SUPPLIED RECORDS —

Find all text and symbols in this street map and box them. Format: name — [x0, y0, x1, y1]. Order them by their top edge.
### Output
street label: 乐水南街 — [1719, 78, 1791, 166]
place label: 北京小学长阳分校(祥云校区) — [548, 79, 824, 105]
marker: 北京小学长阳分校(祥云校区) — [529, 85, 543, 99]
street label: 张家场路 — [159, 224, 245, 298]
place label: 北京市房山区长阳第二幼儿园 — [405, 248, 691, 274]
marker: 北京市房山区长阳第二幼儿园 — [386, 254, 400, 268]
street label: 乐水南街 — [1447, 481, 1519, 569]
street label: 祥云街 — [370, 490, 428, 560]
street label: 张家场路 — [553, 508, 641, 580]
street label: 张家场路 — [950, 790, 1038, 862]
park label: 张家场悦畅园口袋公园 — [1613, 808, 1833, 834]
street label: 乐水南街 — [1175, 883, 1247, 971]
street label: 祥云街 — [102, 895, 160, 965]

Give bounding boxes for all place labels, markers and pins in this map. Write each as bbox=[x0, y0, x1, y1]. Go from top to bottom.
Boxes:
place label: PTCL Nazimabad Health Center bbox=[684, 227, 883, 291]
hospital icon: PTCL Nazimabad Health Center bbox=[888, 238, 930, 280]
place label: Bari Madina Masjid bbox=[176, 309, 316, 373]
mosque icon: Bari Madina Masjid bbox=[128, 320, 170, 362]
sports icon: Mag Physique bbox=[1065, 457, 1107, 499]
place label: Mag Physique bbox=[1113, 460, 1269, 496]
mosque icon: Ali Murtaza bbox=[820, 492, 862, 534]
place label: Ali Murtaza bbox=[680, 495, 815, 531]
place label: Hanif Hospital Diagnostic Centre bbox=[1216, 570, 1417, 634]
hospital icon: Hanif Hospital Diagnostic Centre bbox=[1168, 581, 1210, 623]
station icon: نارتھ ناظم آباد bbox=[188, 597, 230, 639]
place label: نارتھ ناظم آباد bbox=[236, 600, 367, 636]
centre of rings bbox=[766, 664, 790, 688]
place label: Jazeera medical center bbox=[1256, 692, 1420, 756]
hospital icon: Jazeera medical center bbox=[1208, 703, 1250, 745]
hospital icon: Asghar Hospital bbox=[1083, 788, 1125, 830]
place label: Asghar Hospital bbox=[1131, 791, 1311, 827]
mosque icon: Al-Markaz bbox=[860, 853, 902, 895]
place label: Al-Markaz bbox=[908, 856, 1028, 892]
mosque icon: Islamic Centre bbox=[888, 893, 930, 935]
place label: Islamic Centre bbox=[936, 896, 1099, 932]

WORK TASK —
Give the data again, exactly as it appears above.

EXERCISE RESULT —
Find all text and symbols in this street map and box them. Format: name — [x0, y0, x1, y1]. Order them by their top edge.
### Output
street label: 乐水南街 — [1719, 78, 1791, 166]
place label: 北京小学长阳分校(祥云校区) — [548, 79, 824, 105]
marker: 北京小学长阳分校(祥云校区) — [529, 85, 543, 99]
street label: 张家场路 — [159, 224, 245, 298]
place label: 北京市房山区长阳第二幼儿园 — [405, 248, 691, 274]
marker: 北京市房山区长阳第二幼儿园 — [386, 254, 400, 268]
street label: 乐水南街 — [1447, 481, 1519, 569]
street label: 祥云街 — [370, 490, 428, 560]
street label: 张家场路 — [553, 508, 641, 580]
street label: 张家场路 — [950, 790, 1038, 862]
park label: 张家场悦畅园口袋公园 — [1613, 808, 1833, 834]
street label: 乐水南街 — [1175, 883, 1247, 971]
street label: 祥云街 — [102, 895, 160, 965]

Give bounding boxes for all place labels, markers and pins in this map. Write each as bbox=[x0, y0, x1, y1]. Go from top to bottom.
Boxes:
place label: PTCL Nazimabad Health Center bbox=[684, 227, 883, 291]
hospital icon: PTCL Nazimabad Health Center bbox=[888, 238, 930, 280]
place label: Bari Madina Masjid bbox=[176, 309, 316, 373]
mosque icon: Bari Madina Masjid bbox=[128, 320, 170, 362]
sports icon: Mag Physique bbox=[1065, 457, 1107, 499]
place label: Mag Physique bbox=[1113, 460, 1269, 496]
mosque icon: Ali Murtaza bbox=[820, 492, 862, 534]
place label: Ali Murtaza bbox=[680, 495, 815, 531]
place label: Hanif Hospital Diagnostic Centre bbox=[1216, 570, 1417, 634]
hospital icon: Hanif Hospital Diagnostic Centre bbox=[1168, 581, 1210, 623]
station icon: نارتھ ناظم آباد bbox=[188, 597, 230, 639]
place label: نارتھ ناظم آباد bbox=[236, 600, 367, 636]
centre of rings bbox=[766, 664, 790, 688]
place label: Jazeera medical center bbox=[1256, 692, 1420, 756]
hospital icon: Jazeera medical center bbox=[1208, 703, 1250, 745]
hospital icon: Asghar Hospital bbox=[1083, 788, 1125, 830]
place label: Asghar Hospital bbox=[1131, 791, 1311, 827]
mosque icon: Al-Markaz bbox=[860, 853, 902, 895]
place label: Al-Markaz bbox=[908, 856, 1028, 892]
mosque icon: Islamic Centre bbox=[888, 893, 930, 935]
place label: Islamic Centre bbox=[936, 896, 1099, 932]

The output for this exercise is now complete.